Many of the Icks we experience could be considered ‘superficial’… Participants in the study have mentioned dates who ‘blinked too much’; some who had ‘pointy teeth’ and others who just looked like a child.

I did find myself wondering… Would I also dump someone for “Having toe-like fingers and fingernails”? But as they say, once you’ve got the Ick, it’s hard to go back.

Turned off… Forever

Other Icks from the survey included one participant whose sexual partner talked from his penis in the first person, i.e. the least sexy thing one can do; and another whose partner’s sweat dripped into their mouth during sex.

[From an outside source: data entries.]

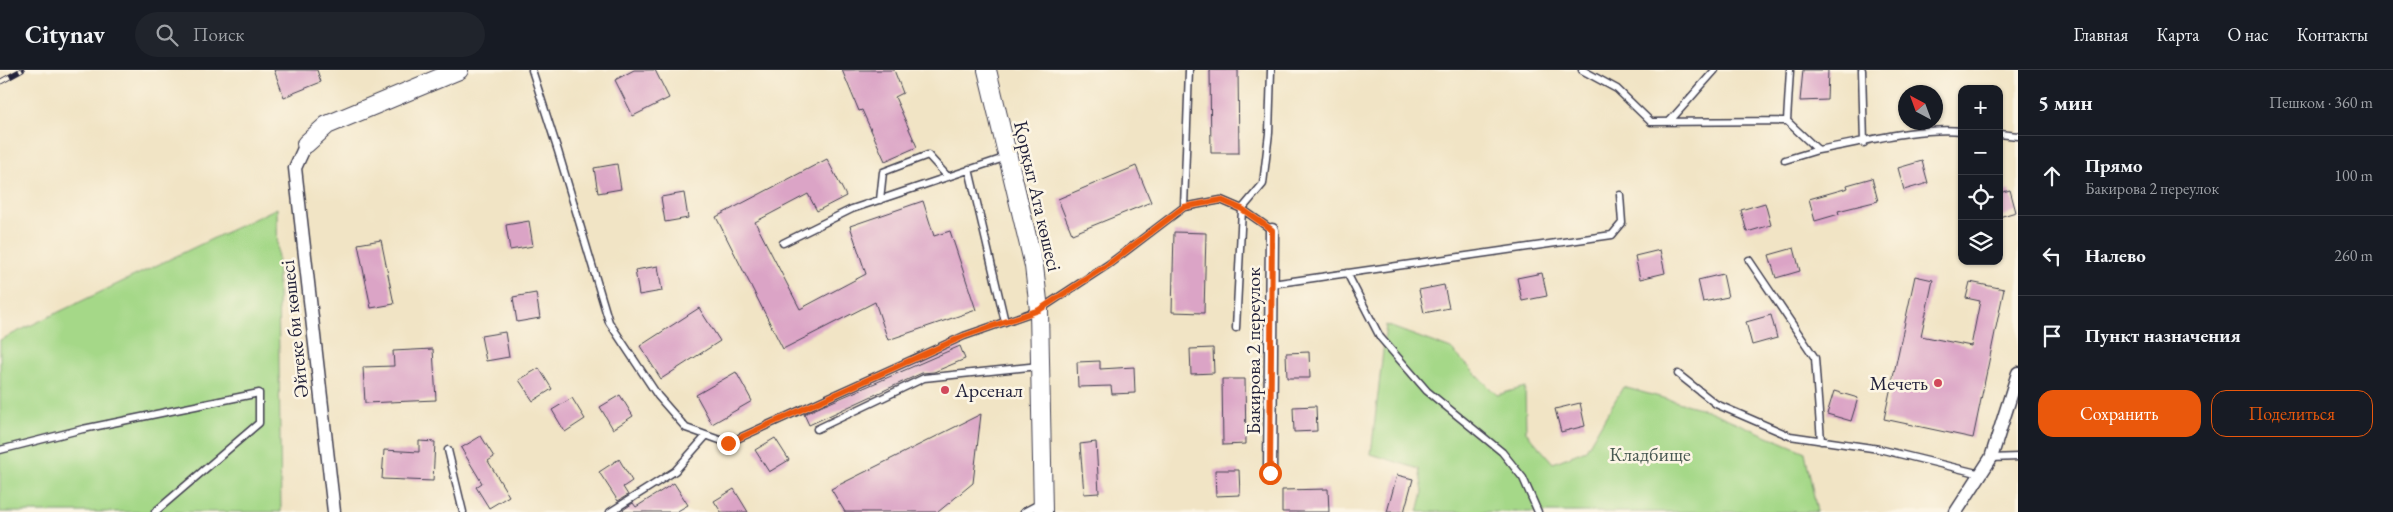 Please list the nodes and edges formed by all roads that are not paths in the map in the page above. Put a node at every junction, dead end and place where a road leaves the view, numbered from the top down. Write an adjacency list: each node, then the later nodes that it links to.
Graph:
1 (459, 70): 16 (main road)
2 (532, 70): 38 (lane)
3 (987, 70): 18 (main road, Қорқыт Ата көшесі)
4 (1188, 70): 24 (lane)
5 (1272, 70): 25 (lane)
6 (1582, 70): 11 (lane)
7 (1715, 70): 11 (lane)
8 (1790, 70): 10 (lane)
9 (1862, 70): 15 (lane)
10 (1787, 121): 11 (lane); 17 (lane)
11 (1669, 122)
12 (1958, 131): 15 (lane)
13 (2003, 134): 14 (lane)
14 (2018, 136)
15 (1864, 142): 17 (lane)
16 (306, 144): 48 (street, Әйтеке би көшесі)
17 (1818, 150): 19 (lane)
18 (1008, 156): 20 (lane); 31 (main road, Қорқыт Ата көшесі)
19 (1785, 160)
20 (969, 169): 21 (lane); 32 (lane)
21 (948, 177): 23 (lane); 23 (lane)
22 (1620, 195): 29 (lane)
23 (880, 200): 27 (lane)
24 (1184, 207): 25 (lane); 31 (lane)
25 (1242, 209): 26 (lane); 33 (lane)
26 (1272, 230): 30 (street, Бакирова 2 переулок)
27 (783, 243)
28 (1749, 260): 39 (lane)
29 (1347, 273): 30 (lane); 52 (lane)
30 (1272, 284): 44 (street, Бакирова 2 переулок)
31 (1039, 310): 32 (lane); 34 (main road, Қорқыт Ата көшесі)
32 (1005, 322): 38 (lane)
33 (1236, 328)
34 (1040, 366): 37 (lane); 46 (main road, Қорқыт Ата көшесі)
35 (2018, 373): 43 (street)
36 (1678, 374): 39 (lane)
37 (817, 429)
38 (706, 436): 50 (lane)
39 (1821, 441): 45 (lane)
40 (0, 450): 47 (lane)
41 (448, 450): 49 (lane)
42 (2018, 457): 43 (lane)
43 (1991, 458): 45 (street)
44 (1270, 473)
45 (1981, 474): 53 (street)
46 (1043, 507): 51 (lane)
47 (155, 512)
48 (334, 512)
49 (463, 512)
50 (610, 512)
51 (1024, 512)
52 (1538, 512)
53 (1956, 512) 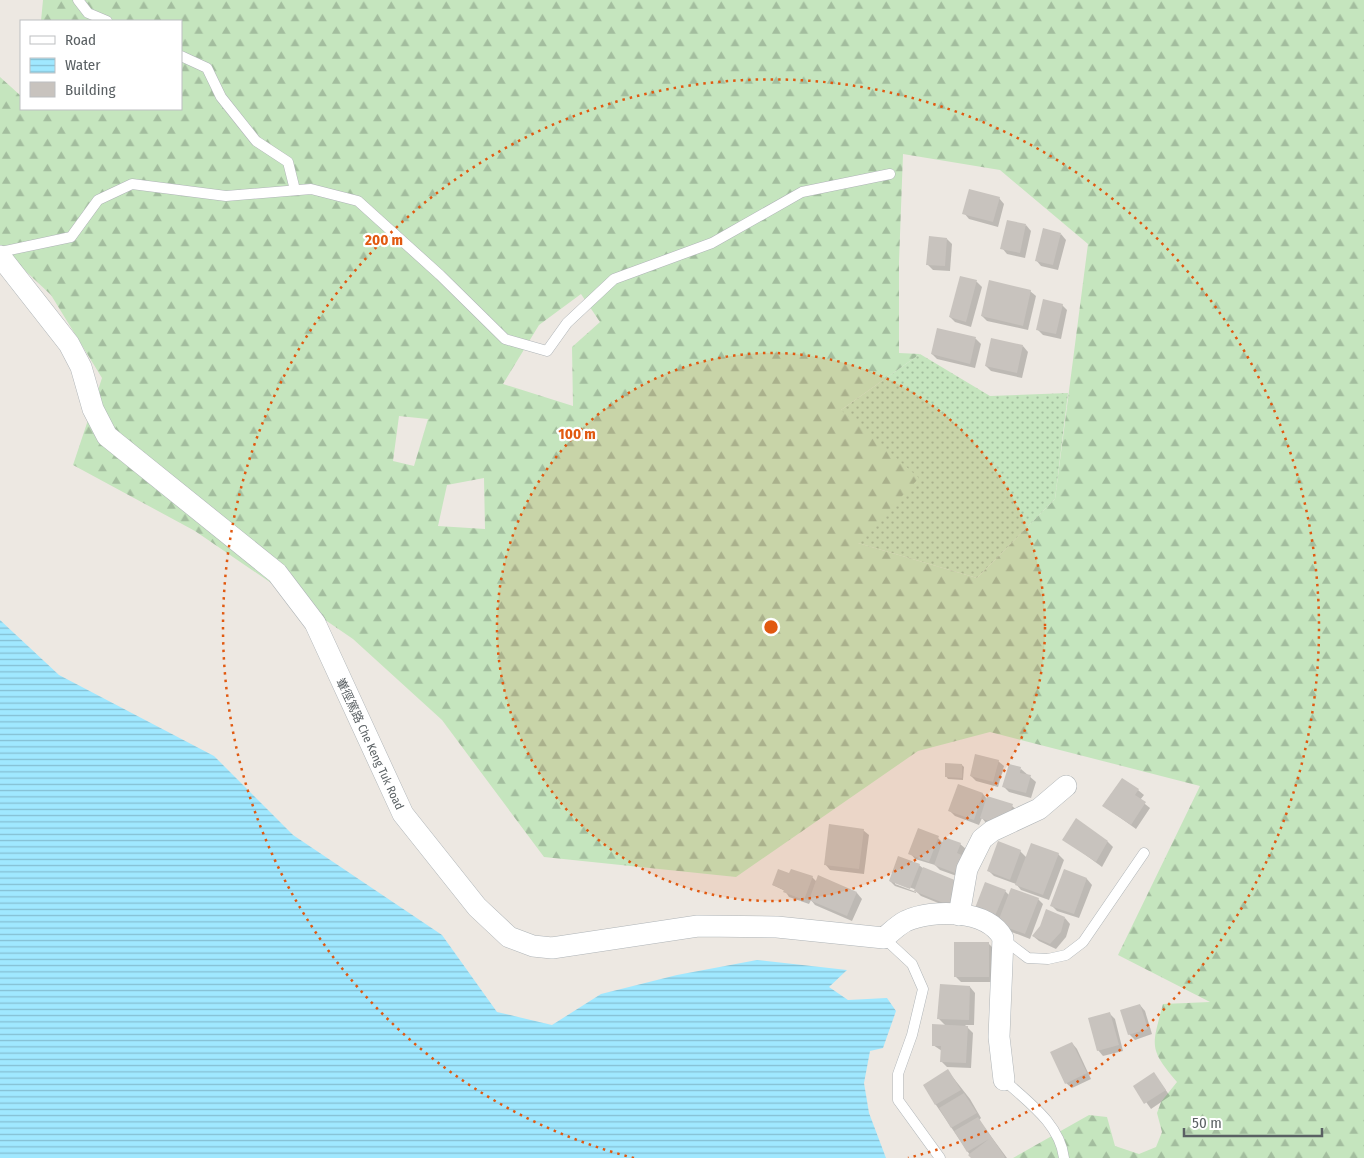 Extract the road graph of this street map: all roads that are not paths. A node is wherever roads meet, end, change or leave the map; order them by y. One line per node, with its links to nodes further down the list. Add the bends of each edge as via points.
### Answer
1 (78, 0): 2 (lane, via 88,13)
2 (105, 20)
3 (182, 56): 5 (lane, via 207,68 221,97 256,140 288,162)
4 (890, 174): 5 (lane, via 802,192 712,243 614,279 567,323 547,351 505,340 358,200 311,189)
5 (295, 190): 6 (lane, via 226,196 132,184 98,200 71,237)
6 (0, 252)
7 (0, 256): 11 (street, 輋徑篤路 Che Keng Tuk Road, via 69,344 107,436 277,573 304,609 314,623 403,814 477,906 509,937 533,946 552,948 698,926 740,925)
8 (1066, 786): 10 (street, via 1039,809 992,831 982,840 967,869)
9 (1144, 853): 12 (lane, via 1083,942 1066,955 1048,959 1028,958)
10 (959, 914): 11 (street, via 905,922); 12 (street, via 988,922)
11 (884, 938): 14 (lane, via 912,964 923,988 912,1036 898,1074 898,1100)
12 (1002, 938): 13 (street, via 999,1037)
13 (1004, 1080): 15 (lane, via 1047,1120 1063,1145)
14 (940, 1158)
15 (1064, 1158)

I also particularly enjoyed this Ick: “My ex-boyfriend [was] naked, wiggling around in my faux silk sheets declaring how soft they were, just was so suddenly icked by it”.

He just knows how to make me Ick

Many of the Icks we feel are seemingly random. Our romantic interest does something that most would consider normal behaviour and suddenly we are cringed out and turned off. 

My personal example of this is a funny message I recently received followed by a ‘:D’. My chuckle stopped dead in its tracks, and my face turned to stone, quicker than Dominic Cummings hurtling up the M1 towards Durham.

And in fact, many survey participants shared the view of being disgusted by emojis as well. Why is this? 

Of course, it isn’t any less weird than other Icks that have included, “Holding an umbrella” or “jumping up and down at a concert”... All incredibly normal, yet for some reason, Ick-worthy. “It sounds terrible but the way he runs” states another survey participant.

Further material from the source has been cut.